Jesus antwortete dem verblüfften Mann: „Bevor Philippus dich rief, als du unter dem Feigenbaum warst, sah ich dich!“ (Johannes 1,48b) Für Nathanael war damit klar: er hatte keinen einfachen Prediger, wie es viele andere im Land gab, vor sich. Dieser Rabbi musste über besondere Kräfte verfügen, und die konnte er nur von Gott verliehen haben – so wie die alten Propheten den Messias ankündigten. Voll Ehrfucht sagte Nathanael zu Jesus: „Rabbi, du bist Gottes Sohn, du bist der König von Israel.“ (Johannes 1,49) So war es für den jungen Mann kein Tag mehr wie die anderen, denn er stand tatsächlich dem verheißenen Messias gegenüber. Ab nun wollte er bei Jesus bleiben und ihm nachfolgen. Jesus nahm ihn in seinen Jüngerkreis auf mit den Worten: „Du glaubst, weil ich dir gesagt habe, dass ich dich gesehen habe unter dem Feigenbaum. Du wirst noch Größeres als das sehen.“ (Johannes 1,49)

Nathanael wird dabei sein, wenn Jesus auf seinen Wanderungen in Galiläa Wunder vollbringt, die ihm durch die Vollmacht Gottes, die dieser nur dem Messias verliehen hat, gelingen.
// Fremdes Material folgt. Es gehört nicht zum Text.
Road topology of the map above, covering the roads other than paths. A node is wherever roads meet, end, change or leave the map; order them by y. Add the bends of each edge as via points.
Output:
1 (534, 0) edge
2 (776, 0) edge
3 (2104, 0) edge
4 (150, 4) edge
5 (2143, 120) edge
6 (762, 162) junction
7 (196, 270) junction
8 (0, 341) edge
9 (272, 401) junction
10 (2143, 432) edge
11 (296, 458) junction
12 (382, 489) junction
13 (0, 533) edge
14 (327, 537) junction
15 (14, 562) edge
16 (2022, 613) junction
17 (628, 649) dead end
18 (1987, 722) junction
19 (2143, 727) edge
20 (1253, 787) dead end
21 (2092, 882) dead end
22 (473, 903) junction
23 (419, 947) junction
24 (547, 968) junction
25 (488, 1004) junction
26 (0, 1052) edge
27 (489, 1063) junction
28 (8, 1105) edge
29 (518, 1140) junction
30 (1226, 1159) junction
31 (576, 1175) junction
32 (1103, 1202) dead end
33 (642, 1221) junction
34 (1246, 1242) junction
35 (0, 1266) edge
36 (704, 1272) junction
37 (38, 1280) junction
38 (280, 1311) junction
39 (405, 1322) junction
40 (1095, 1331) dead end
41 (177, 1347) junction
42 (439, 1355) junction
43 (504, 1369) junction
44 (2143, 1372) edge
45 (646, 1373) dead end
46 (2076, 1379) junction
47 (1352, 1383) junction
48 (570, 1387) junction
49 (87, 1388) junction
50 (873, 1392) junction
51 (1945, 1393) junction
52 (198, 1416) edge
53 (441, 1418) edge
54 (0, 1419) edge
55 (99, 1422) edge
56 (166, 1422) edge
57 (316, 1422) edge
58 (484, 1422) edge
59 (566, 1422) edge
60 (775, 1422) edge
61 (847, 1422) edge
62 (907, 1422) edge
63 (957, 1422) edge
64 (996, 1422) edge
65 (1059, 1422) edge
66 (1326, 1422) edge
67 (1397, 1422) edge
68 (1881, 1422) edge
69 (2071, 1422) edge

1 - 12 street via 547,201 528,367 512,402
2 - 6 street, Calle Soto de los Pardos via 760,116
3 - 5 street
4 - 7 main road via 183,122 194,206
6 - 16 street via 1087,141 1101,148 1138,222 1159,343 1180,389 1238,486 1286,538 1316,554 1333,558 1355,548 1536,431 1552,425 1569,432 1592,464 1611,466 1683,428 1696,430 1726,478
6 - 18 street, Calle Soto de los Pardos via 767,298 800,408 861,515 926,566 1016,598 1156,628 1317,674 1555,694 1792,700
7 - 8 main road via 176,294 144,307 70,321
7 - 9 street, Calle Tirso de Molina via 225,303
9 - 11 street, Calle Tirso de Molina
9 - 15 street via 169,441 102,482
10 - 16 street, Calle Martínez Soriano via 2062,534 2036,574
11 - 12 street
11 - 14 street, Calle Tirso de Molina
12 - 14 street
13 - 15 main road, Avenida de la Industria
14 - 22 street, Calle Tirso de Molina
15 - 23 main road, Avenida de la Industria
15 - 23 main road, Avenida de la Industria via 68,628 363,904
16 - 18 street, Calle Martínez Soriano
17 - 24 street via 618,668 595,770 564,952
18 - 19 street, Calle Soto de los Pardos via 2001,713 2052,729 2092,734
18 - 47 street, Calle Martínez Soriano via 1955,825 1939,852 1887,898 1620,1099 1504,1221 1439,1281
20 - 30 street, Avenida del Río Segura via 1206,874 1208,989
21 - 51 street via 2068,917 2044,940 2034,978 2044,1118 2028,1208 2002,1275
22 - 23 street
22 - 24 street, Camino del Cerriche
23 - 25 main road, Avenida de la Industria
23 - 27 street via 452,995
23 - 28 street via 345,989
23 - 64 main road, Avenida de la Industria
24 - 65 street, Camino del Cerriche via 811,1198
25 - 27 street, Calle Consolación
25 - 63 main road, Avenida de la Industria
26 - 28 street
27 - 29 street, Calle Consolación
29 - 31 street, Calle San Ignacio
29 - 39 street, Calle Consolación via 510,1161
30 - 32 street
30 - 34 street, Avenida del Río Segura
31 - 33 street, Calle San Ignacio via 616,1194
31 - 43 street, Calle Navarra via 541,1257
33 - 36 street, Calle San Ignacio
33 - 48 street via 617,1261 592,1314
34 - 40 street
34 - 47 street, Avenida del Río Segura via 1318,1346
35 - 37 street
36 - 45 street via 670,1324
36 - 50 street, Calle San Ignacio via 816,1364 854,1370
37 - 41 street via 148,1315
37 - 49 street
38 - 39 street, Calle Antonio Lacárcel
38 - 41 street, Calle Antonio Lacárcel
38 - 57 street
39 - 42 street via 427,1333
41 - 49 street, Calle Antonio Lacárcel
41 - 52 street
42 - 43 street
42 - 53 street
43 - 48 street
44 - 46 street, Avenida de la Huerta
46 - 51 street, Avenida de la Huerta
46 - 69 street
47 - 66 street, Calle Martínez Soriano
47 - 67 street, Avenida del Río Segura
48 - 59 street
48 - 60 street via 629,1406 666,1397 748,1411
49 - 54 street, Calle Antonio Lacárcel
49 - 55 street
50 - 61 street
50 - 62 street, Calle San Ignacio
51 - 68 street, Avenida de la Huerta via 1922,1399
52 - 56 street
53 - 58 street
Aber das größte Wunder wird er am Ende des irdischen Wirkens von Jesus erleben: die Auferstehung von den Toten nach der Kreuzigung: Was sucht ihr den Lebenden bei den Toten? Er ist nicht hier, er ist auferstanden. Gedenkt daran, wie er euch gesagt hat, als er noch in Galiläa war.“ (Lukas 24,5.6) Nach einem ersten ungläubigen Erschrecken der Jünger am Ostermorgen, wie es eben Menschen überkommt, die mit dem Unvorstellbaren plötzlich konfrontiert werden, waren sie überzeugt von der leiblichen Auferstehung des Messias. Und sie begannen voller Eifer die frohe Botschaft vom Christus, der den ewigen Tod überwunden hat, in die Welt hinaus zu tragen.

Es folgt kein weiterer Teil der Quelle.